DATA RECORDS
■ ■ ■ ■ ■ ■ ■

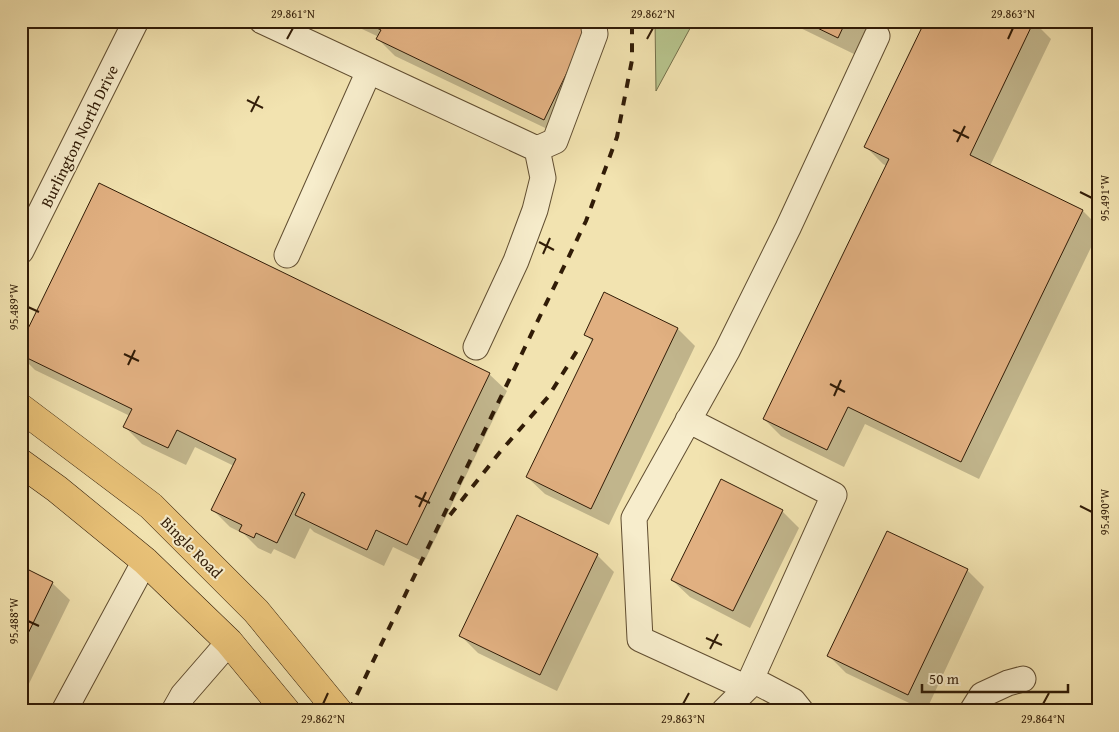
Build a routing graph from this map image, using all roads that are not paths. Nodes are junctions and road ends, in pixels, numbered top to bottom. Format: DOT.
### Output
graph roads {
  1 [pos="136,21"];
  2 [pos="262,21"];
  3 [pos="592,21"];
  4 [pos="877,36"];
  5 [pos="369,71"];
  6 [pos="537,149"];
  7 [pos="21,251"];
  8 [pos="287,255"];
  9 [pos="476,347"];
  10 [pos="21,408"];
  11 [pos="688,420"];
  12 [pos="21,463"];
  13 [pos="145,561"];
  14 [pos="256,611"];
  15 [pos="229,642"];
  16 [pos="1023,678"];
  17 [pos="749,683"];
  18 [pos="64,711"];
  19 [pos="174,711"];
  20 [pos="286,711"];
  21 [pos="338,711"];
  22 [pos="724,711"];
  23 [pos="801,711"];
  24 [pos="972,711"];
  1 -- 7 [label="street, Burlington North Drive"];
  2 -- 5 [label="street"];
  3 -- 6 [label="street"];
  4 -- 11 [label="street"];
  5 -- 6 [label="street"];
  5 -- 8 [label="street"];
  6 -- 9 [label="street"];
  10 -- 14 [label="main road, Bingle Road"];
  11 -- 17 [label="street"];
  11 -- 17 [label="street"];
  12 -- 13 [label="main road"];
  13 -- 15 [label="main road"];
  13 -- 18 [label="street"];
  14 -- 15 [label="main road"];
  14 -- 21 [label="main road, Bingle Road"];
  15 -- 19 [label="street"];
  15 -- 20 [label="main road"];
  16 -- 24 [label="street"];
  17 -- 22 [label="street"];
  17 -- 23 [label="street"];
}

■ ■ ■ ■ ■ ■ ■

Retype the data exactly as it stands, but keep the images out of your copy.

EXERCISE RESULT
Build a routing graph from this map image, using all roads that are not paths. Nodes are junctions and road ends, in pixels, numbered top to bottom. Format: DOT.
### Output
graph roads {
  1 [pos="136,21"];
  2 [pos="262,21"];
  3 [pos="592,21"];
  4 [pos="877,36"];
  5 [pos="369,71"];
  6 [pos="537,149"];
  7 [pos="21,251"];
  8 [pos="287,255"];
  9 [pos="476,347"];
  10 [pos="21,408"];
  11 [pos="688,420"];
  12 [pos="21,463"];
  13 [pos="145,561"];
  14 [pos="256,611"];
  15 [pos="229,642"];
  16 [pos="1023,678"];
  17 [pos="749,683"];
  18 [pos="64,711"];
  19 [pos="174,711"];
  20 [pos="286,711"];
  21 [pos="338,711"];
  22 [pos="724,711"];
  23 [pos="801,711"];
  24 [pos="972,711"];
  1 -- 7 [label="street, Burlington North Drive"];
  2 -- 5 [label="street"];
  3 -- 6 [label="street"];
  4 -- 11 [label="street"];
  5 -- 6 [label="street"];
  5 -- 8 [label="street"];
  6 -- 9 [label="street"];
  10 -- 14 [label="main road, Bingle Road"];
  11 -- 17 [label="street"];
  11 -- 17 [label="street"];
  12 -- 13 [label="main road"];
  13 -- 15 [label="main road"];
  13 -- 18 [label="street"];
  14 -- 15 [label="main road"];
  14 -- 21 [label="main road, Bingle Road"];
  15 -- 19 [label="street"];
  15 -- 20 [label="main road"];
  16 -- 24 [label="street"];
  17 -- 22 [label="street"];
  17 -- 23 [label="street"];
}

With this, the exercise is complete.